Gov. Arnold Schwarzenegger set a new record by signing the $87.5 billion 2010-2011 state budget into law Friday night.
It was the latest a state budget had ever been approved, 100 days after the constitutional deadline to pass a budget.
Negotiations took longer than ever this year due to Schwarzenegger’s insistence that the budget did not raise taxes and reformed the budget and pension system.
“I am proud of the legislature for coming together to pass a budget that doesn’t raise taxes and implements long-term reforms,” said Schwarzenegger. “I have been fighting to fix California’s broken budget and pension systems since I came into office, and I made a promise to the taxpayers this year that I would not sign a budget that didn’t include comprehensive reform. These historic reforms put California on the path to long-term fiscal stability, and I applaud the legislature for stepping up and implementing them.”
The State of California entered budget planning facing a $17.9 billion deficit.
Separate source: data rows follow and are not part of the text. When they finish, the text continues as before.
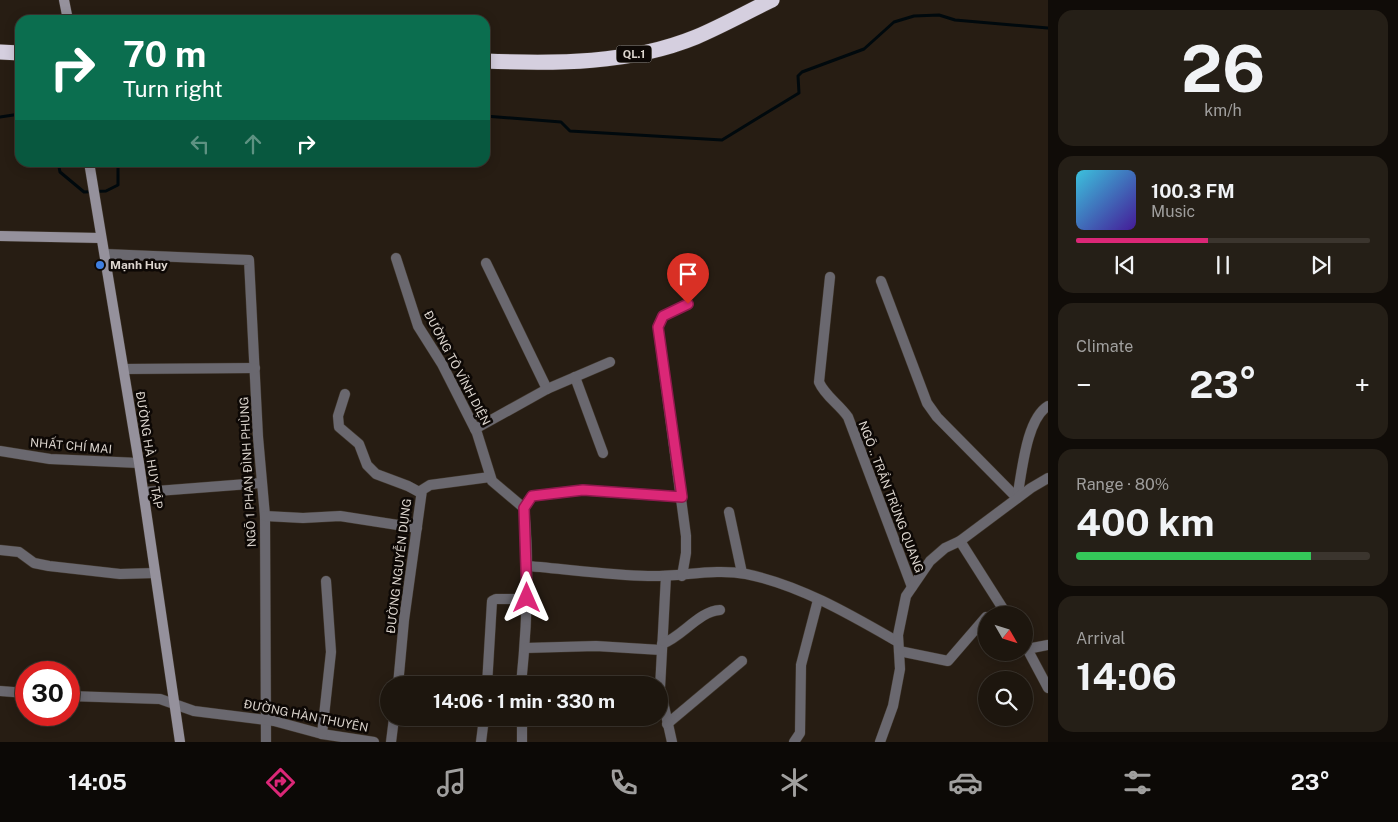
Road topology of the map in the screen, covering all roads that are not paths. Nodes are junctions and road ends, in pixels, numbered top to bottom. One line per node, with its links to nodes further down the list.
1 (64, 0): 3 (main road)
2 (772, 0): 6 (highway, QL.1)
3 (67, 15)
4 (0, 52): 5 (highway)
5 (15, 53)
6 (490, 61)
7 (90, 167): 9 (main road, ĐƯỜNG HÀ HUY TẬP)
8 (0, 236): 9 (main road)
9 (102, 238): 10 (main road, ĐƯỜNG HÀ HUY TẬP)
10 (104, 254): 17 (street, NGÕ 1 PHAN ĐÌNH PHÙNG); 18 (main road, ĐƯỜNG HÀ HUY TẬP)
11 (396, 258): 23 (street, ĐƯỜNG TÔ VĨNH DIỆN)
12 (486, 263): 20 (street)
13 (830, 277): 46 (street, NGÕ .. TRẦN TRÙNG QUANG)
14 (881, 281): 33 (street)
15 (688, 304): 32 (street)
16 (610, 362): 19 (street)
17 (255, 368): 18 (street); 29 (street, NGÕ 1 PHAN ĐÌNH PHÙNG)
18 (124, 369): 26 (main road, ĐƯỜNG HÀ HUY TẬP)
19 (575, 377): 20 (street); 25 (street)
20 (547, 389): 23 (street)
21 (345, 394): 31 (street)
22 (1048, 406): 33 (street)
23 (475, 429): 27 (street, ĐƯỜNG TÔ VĨNH DIỆN)
24 (0, 451): 26 (street, NHẤT CHÍ MAI)
25 (603, 453)
26 (140, 463): 30 (main road, ĐƯỜNG HÀ HUY TẬP)
27 (490, 477): 31 (street, ĐƯỜNG NGUYỄN DỤNG); 34 (street, ĐƯỜNG TÔ VĨNH DIỆN)
28 (1048, 478): 33 (street)
29 (261, 483): 30 (street); 36 (street, NGÕ 1 PHAN ĐÌNH PHÙNG)
30 (144, 492): 41 (main road, ĐƯỜNG HÀ HUY TẬP)
31 (421, 493): 37 (street, ĐƯỜNG NGUYỄN DỤNG)
32 (682, 497): 34 (street); 44 (street)
33 (1017, 498): 38 (street)
34 (524, 508): 40 (street)
35 (729, 512): 42 (street)
36 (265, 516): 37 (street); 70 (street, NGÕ 1 PHAN ĐÌNH PHÙNG)
37 (418, 528): 61 (street, ĐƯỜNG NGUYỄN DỤNG)
38 (960, 541): 46 (street); 49 (street)
39 (0, 550): 41 (street)
40 (527, 566): 43 (street); 47 (street)
41 (155, 573): 69 (main road, ĐƯỜNG HÀ HUY TẬP)
42 (742, 573): 44 (street); 48 (street)
43 (666, 576): 44 (street); 56 (street)
44 (682, 576)
45 (326, 581): 76 (street)
46 (912, 587): 57 (street)
47 (527, 598): 58 (street); 62 (street)
48 (818, 600): 57 (street); 84 (street)
49 (999, 603): 50 (street); 51 (street)
50 (996, 606)
51 (1001, 606)
52 (720, 610): 56 (street)
53 (978, 626): 57 (street)
54 (1048, 645): 55 (street)
55 (1033, 646)
56 (662, 647): 58 (street); 64 (street)
57 (899, 647): 85 (street)
58 (525, 648): 63 (street)
59 (1033, 659): 65 (street)
60 (742, 660): 71 (street)
61 (399, 676)
62 (488, 676)
63 (522, 676)
64 (661, 676)
65 (1048, 688)
66 (0, 690): 67 (street)
67 (15, 692)
68 (80, 696): 69 (street, ĐƯỜNG HÀN THUYÊN)
69 (176, 705): 70 (street, ĐƯỜNG HÀN THUYÊN); 77 (main road, ĐƯỜNG HÀ HUY TẬP)
70 (264, 720): 76 (street, ĐƯỜNG HÀN THUYÊN); 78 (street, NGÕ 1 PHAN ĐÌNH PHÙNG)
71 (668, 722)
72 (393, 726): 80 (street)
73 (483, 726): 81 (street)
74 (522, 726): 82 (street)
75 (667, 726): 83 (street)
76 (322, 734): 79 (street, ĐƯỜNG HÀN THUYÊN)
77 (180, 742)
78 (266, 742)
79 (374, 742)
80 (391, 742)
81 (481, 742)
82 (522, 742)
83 (672, 742)
84 (794, 742)
85 (880, 742)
Schwarzenegger’s initial budget proposal called for $12 billion in cuts, including the elimination of the state’s CalWorks welfare-to-work program.
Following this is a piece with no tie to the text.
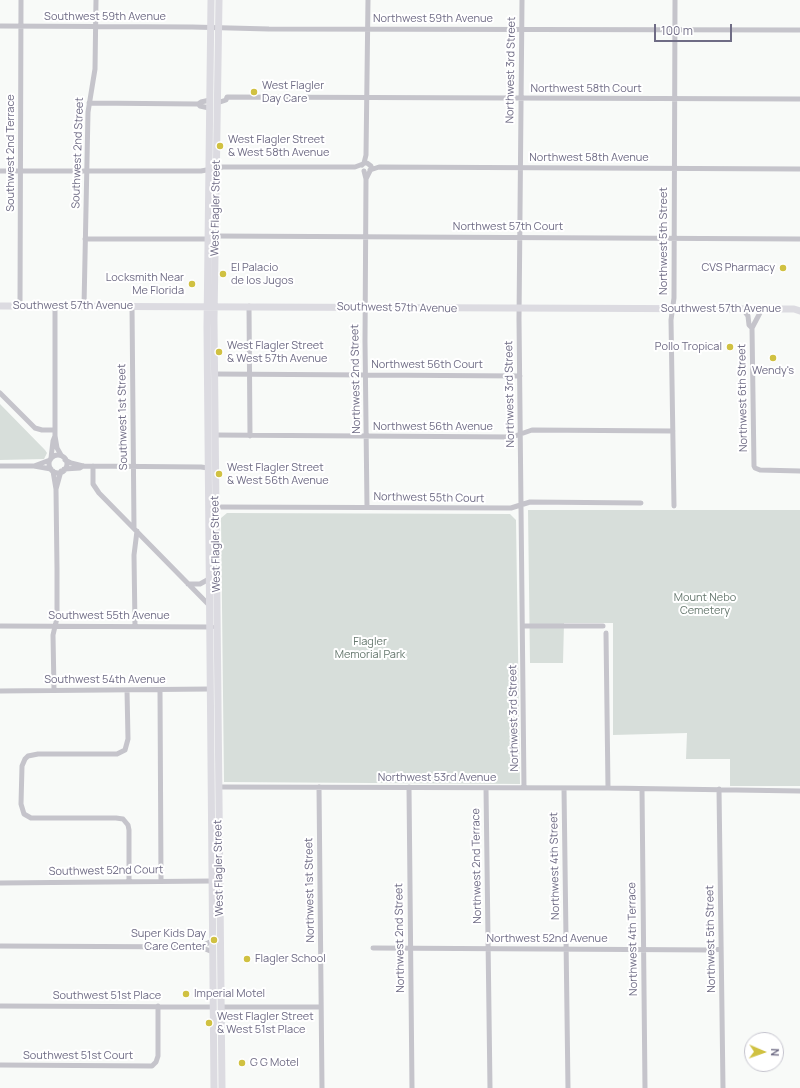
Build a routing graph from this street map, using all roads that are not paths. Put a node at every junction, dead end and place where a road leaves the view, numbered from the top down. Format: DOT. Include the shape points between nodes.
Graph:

The budget, as approved by the State Assembly on Thursday and Senate on Friday morning following an all-night legislative session, includes $7.4 billion in spending reductions and no new taxes.
Schwarzenegger vetoed an additional $962 million in spending before signing the budget, including $366 million from CalWorks, $256 million from a program providing childcare for families leaving welfare, and $133 million from mental health services for special education students.
The savings will help bolster a new rainy-day fund, intended to stem the boom and bust budgeting practices of the past, which will go before voters in 2012. Annual transfers to the rainy-day fund would be mandatory, and the fund could only be accessed when the state faces significant financial difficulties.
A further $5.5 billion in the budget will be accounted for through fund shifting and other revenue, including $2.8 billion in transfers from other state funds, $1.2 billion from the sale of state property, and $1.2 billion from postponing a corporate tax break.
Balancing the budget relies on some rosy revenue projections as well, including state revenues $1.4 billion higher than previously forecast. The budget also calls for $5.4 billion in federal funds; Washington has thus far promised only $1.3 billion.
More than $1.5 million in savings will come from revamping the state pension system. Current employees will contribute between 2 and 5 percent more to their retirement, while new employees will see the retirement age raised by five years. The agreement also eliminates the practice of pension spiking, whereby state employees could cash in vacation days to raise the pay which retirement benefits were calculated based on.“These are sobering times, we all know, for California and for the country and for the whole world,” Schwarzenegger said. “These are tough economic times; we are just going through three years of the biggest recession since the Great Depression. So I'm proud that we used this crisis as an opportunity to pass major reforms, reforms that will help ensure that we never have to suffer through a crisis like this again.”
K-12 funding down; higher ed up
K-12 education lost out in the budget, with spending down $3.1 billion from proposals but at the same per-pupil level as a year ago. A majority of that cut – $1.7 billion – will be repaid next year.
“It is clear that no one who cares about the welfare and education of children can be satisfied with this state budget,” said California State PTA President Jo A.S. Loss. “As a voice on behalf of all children and students in the state, California State PTA cannot support a plan that makes additional cuts to education, especially on top of the $17 billion already cut from schools in recent years.”
But higher education won big in the budget, with funding increasing more than $1.2 billion.
The California State University and the University of California systems will each receive $199 million to backfill a one-time reduction made in the 2009-2010 budget. An additional $60.6 million will fund the expansion of CSU enrollment by over 8,000 students system-wide.
“This funding increase is a much needed salve for our students and faculty who have seen their futures slipping away due to persistent budget cuts in recent years,” said Lillian Taiz, president of the California Faculty Association and a professor of History at CSU Los Angeles. “This change of direction toward restoring the CSU budget would not have happened if we had not stood up and said that public higher education is important and worth fighting for.”Locally, the University of California, Merced also saw major support in the approved budget. The university will receive $81 million for the construction of the Science and Engineering II building, $10 million in base funding for operations, $6.5 million for continued site development and infrastructure, and $5 million in supplemental operating funds."We are very pleased that the approved state budget reflects the critical importance of higher education to the people of California," UC Merced Chancellor Steve Kang said.